1>composite.asm(209): error A2032: invalid use of register
1>C:\Program Files (x86)\MSBuild\Microsoft.Cpp\v4.0\V140\BuildCustomizations\masm.targets(50,5): error MSB3721: The command "ml.exe /c /nologo /Sg /Zi /Fo"Debug\composite.obj" /Fl"MASM4.lst" /I "c:\Irvine" /W3 /errorReport:prompt /Tacomposite.asm" exited with code 1.
========== Build: 0 succeeded, 1 failed, 0 up-to-date, 0 skipped ==========
Full Code:
INCLUDE Irvine32.inc
.data
; ----- GLOBALS
n_comps DWORD ?
; ----- INTRO VALUES
; Greeting the User
title_prompt BYTE "Welcome to Prog. 4, my name is Zach", 10, 13, 0
name_prompt BYTE "What should I call you?: ", 0
username BYTE 21 DUP(0)
user_greet BYTE "Hello, ", 0
; Instructing the User
one_instruct BYTE "We are going to calculate all the composite numbers from 1 to n.", 10, 13, 0
two_instruct BYTE "N is the number you enter.
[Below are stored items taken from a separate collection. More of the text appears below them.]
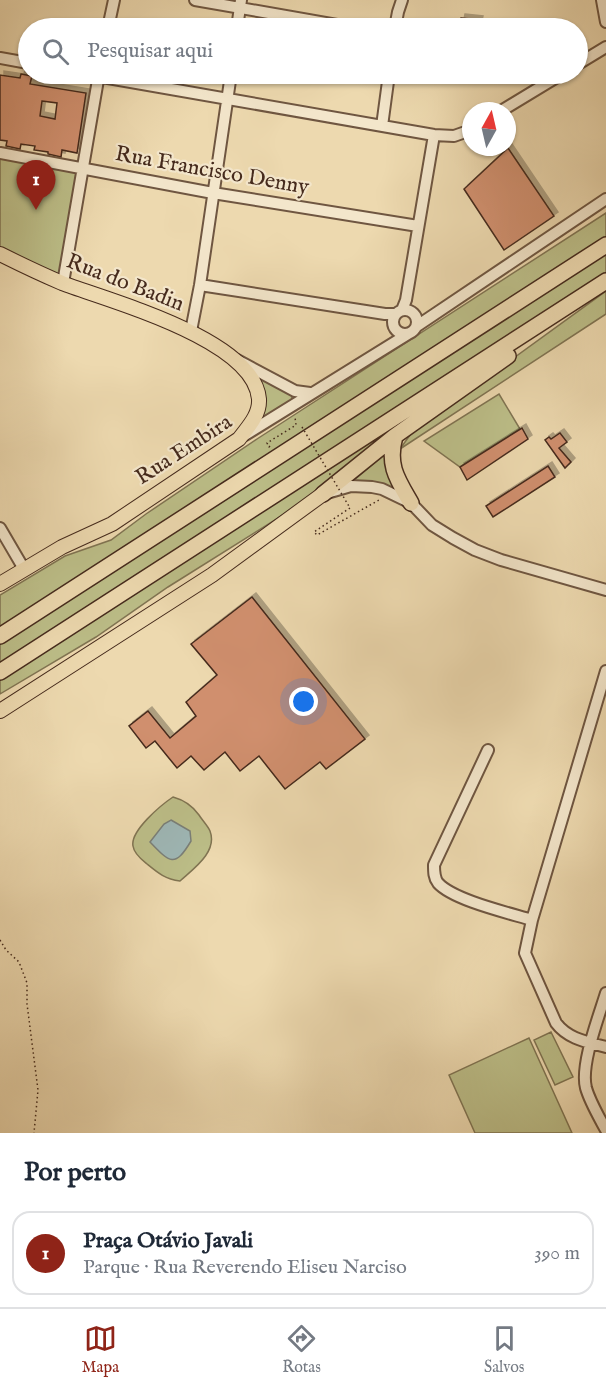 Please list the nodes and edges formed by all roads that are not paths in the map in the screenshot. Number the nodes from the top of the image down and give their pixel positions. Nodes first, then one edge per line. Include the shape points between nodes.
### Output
1 (114, 0) edge
2 (195, 0) edge
3 (402, 0) edge
4 (602, 0) edge
5 (241, 4) edge
6 (110, 18) edge
7 (307, 18) edge
8 (397, 18) edge
9 (606, 22) edge
10 (606, 47) edge
11 (0, 58) edge
12 (588, 58) edge
13 (18, 61) edge
14 (97, 84) edge
15 (145, 84) edge
16 (229, 84) edge
17 (388, 84) edge
18 (546, 84) edge
19 (226, 100) junction
20 (516, 102) edge
21 (382, 126) junction
22 (462, 133) edge
23 (434, 135) junction
24 (0, 153) edge
25 (81, 167) junction
26 (213, 193) junction
27 (606, 199) edge
28 (418, 226) junction
29 (606, 245) edge
30 (0, 254) edge
31 (606, 281) edge
32 (63, 283) junction
33 (200, 285) junction
34 (555, 314) junction
35 (405, 316) junction
36 (191, 331) junction
37 (408, 334) junction
38 (387, 346) junction
39 (232, 357) junction
40 (310, 393) junction
41 (395, 436) junction
42 (239, 439) junction
43 (323, 494) junction
44 (411, 503) junction
45 (1, 532) edge
46 (24, 569) junction
47 (0, 584) edge
48 (606, 590) edge
49 (0, 636) edge
50 (606, 671) edge
51 (0, 672) edge
52 (0, 711) edge
53 (488, 750) dead end
54 (532, 920) junction
55 (606, 993) edge
56 (591, 1043) junction
57 (606, 1047) edge
58 (606, 1130) edge

1 - 6 street
2 - 5 street
3 - 8 street
4 - 9 street
5 - 7 street
10 - 12 street
11 - 13 street
14 - 25 street
15 - 19 street
16 - 19 street
17 - 21 street
18 - 20 street
19 - 21 street
19 - 26 street
21 - 23 street
22 - 23 street
23 - 28 street
24 - 25 street, Rua Francisco Denny
25 - 26 street, Rua Francisco Denny
25 - 32 street
26 - 28 street, Rua Francisco Denny
26 - 33 street
27 - 35 street
28 - 35 street
29 - 49 highway
30 - 32 main road, Rua do Badin
31 - 34 highway
32 - 36 main road, Rua do Badin
33 - 35 street
33 - 36 street
34 - 41 highway via 537,336
34 - 51 highway
35 - 37 street, Rua Embira
35 - 37 street via 399,333
35 - 38 street
36 - 39 main road, Rua do Badin
37 - 38 street, Rua Embira
38 - 40 street, Rua Embira
39 - 40 street, Rua do Badin via 295,391
39 - 42 main road, Rua do Badin via 254,383 259,398 258,411
40 - 42 street, Rua Embira
41 - 43 highway
41 - 44 highway via 393,468
42 - 46 main road, Rua Embira via 112,525
43 - 44 street via 361,486 391,493
43 - 52 main road via 212,575
44 - 48 street via 432,525 475,550
45 - 46 street
46 - 47 main road, Rua Embira
50 - 54 street
53 - 54 street via 434,865 434,876 438,884 456,895
54 - 56 street via 525,953 556,1023 569,1036
55 - 56 street
56 - 57 street
56 - 58 street via 586,1090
That number has to be an integer,", 10, 13, 0
three_instruct BYTE "and in the range of 1 to 400.", 10, 13, 0
; ----- INPUT VALUES
; Prompts
int_prompt BYTE "How many composite numbers do you want to display? 1 to 400: ", 0
bad_prompt BYTE "Your Input was bad, try again", 10, 13, 0
; Constants
MAX_VAL = 400
MIN_VAL = 1
; ----- CALCULATE
x DWORD ?
spacer BYTE ?
count DWORD ?
; ----- SPACER_CHOICE
one_spacer BYTE ", ", 0
ten_spacer BYTE ", ", 0
hundo_spacer BYTE ", ", 0
; ----- OUTRO
farewell BYTE "Hope you've had fun printing composites! Goodbye, ", 0
.code
main proc
call intro
call input
call calculate
call outro
invoke ExitProcess, 0
main endp
; Greet the User and get their name
intro proc
; Greet
mov edx, OFFSET title_prompt
call WriteString
; Prompt for username
mov edx, OFFSET name_prompt
call WriteString
mov edx, OFFSET username
mov ecx, SIZEOF username
call ReadString
mov edx, OFFSET user_greet
call WriteString
mov edx, OFFSET username
call WriteString
call Crlf
; Intruct the User
mov edx, OFFSET one_instruct
call WriteString
mov edx, OFFSET two_instruct
call WriteString
mov edx, OFFSET three_instruct
call WriteString
intro endp
; Get User's Input. Validate if Between Min and Max
input proc
; Prompt for user input
I1:
mov edx, OFFSET int_prompt
call WriteString
mov eax, 0
call ReadInt
call Crlf
; Check if less than MAX_VAL
cmp eax, MAX_VAL
JA I4
JMP I3
I3:
; Check if greater than MIN_VAL
cmp eax, MIN_VAL
JB I4
JMP I2
I4:
; EAX is incorrect
; Loop
mov edx, OFFSET bad_prompt
call WriteString
loop I1
; Good Input
; Set n_comps to eax
I2:
mov n_comps, eax
mov eax, 0
RET
input endp
; X is not divisible by 2 or 3, is prime
calculate proc
mov ecx, 400
mov x, 1
C1:
; Check if X is less than, or equal to, 3
cmp x, 3
JBE C2
C4:
; Check if X is divisible by 2
mov edx, 0
mov eax, x
mov ebx, 2
div ebx
cmp edx, 0
JE C3
; Check if X is divisible by 3
mov edx, 0
mov eax, x
mov ebx, 3
div ebx
cmp edx, 0
JNE C2
C3:
; Is composite, Print number
mov eax, x
cmp count, 10
JNE C5
call Crlf
mov count, 0
C5:
call WriteInt
call spacer_choice
mov edx, OFFSET spacer
call WriteString
add count, 1
C2:
; RET if X == N
mov eax, n_comps
cmp x, eax
JNE C6
RET
C6:
; Increment and LOOP
add x, 1
LOOP C1
calculate endp
; Define the spacer based on the places in x
spacer_choice proc
cmp x, 10
JB SC1
cmp x, 100
JB SC2
mov edx, OFFSET hundo_spacer
JMP SC3
SC1:
mov edx, OFFSET one_spacer
JMP SC3
SC2:
mov edx, OFFSET ten_spacer
JMP SC3
SC3:
mov spacer, OFFSET edx
RET
spacer_choice endp
; Say Goodbye
outro proc
mov edx, OFFSET farewell
call WriteString
mov edx, OFFSET username
call WriteString
call Crlf
outro endp
end main
I added the ASCII horizontal tab, 9, to the end of spacer, and that removed the need for the spacer_choice procedure.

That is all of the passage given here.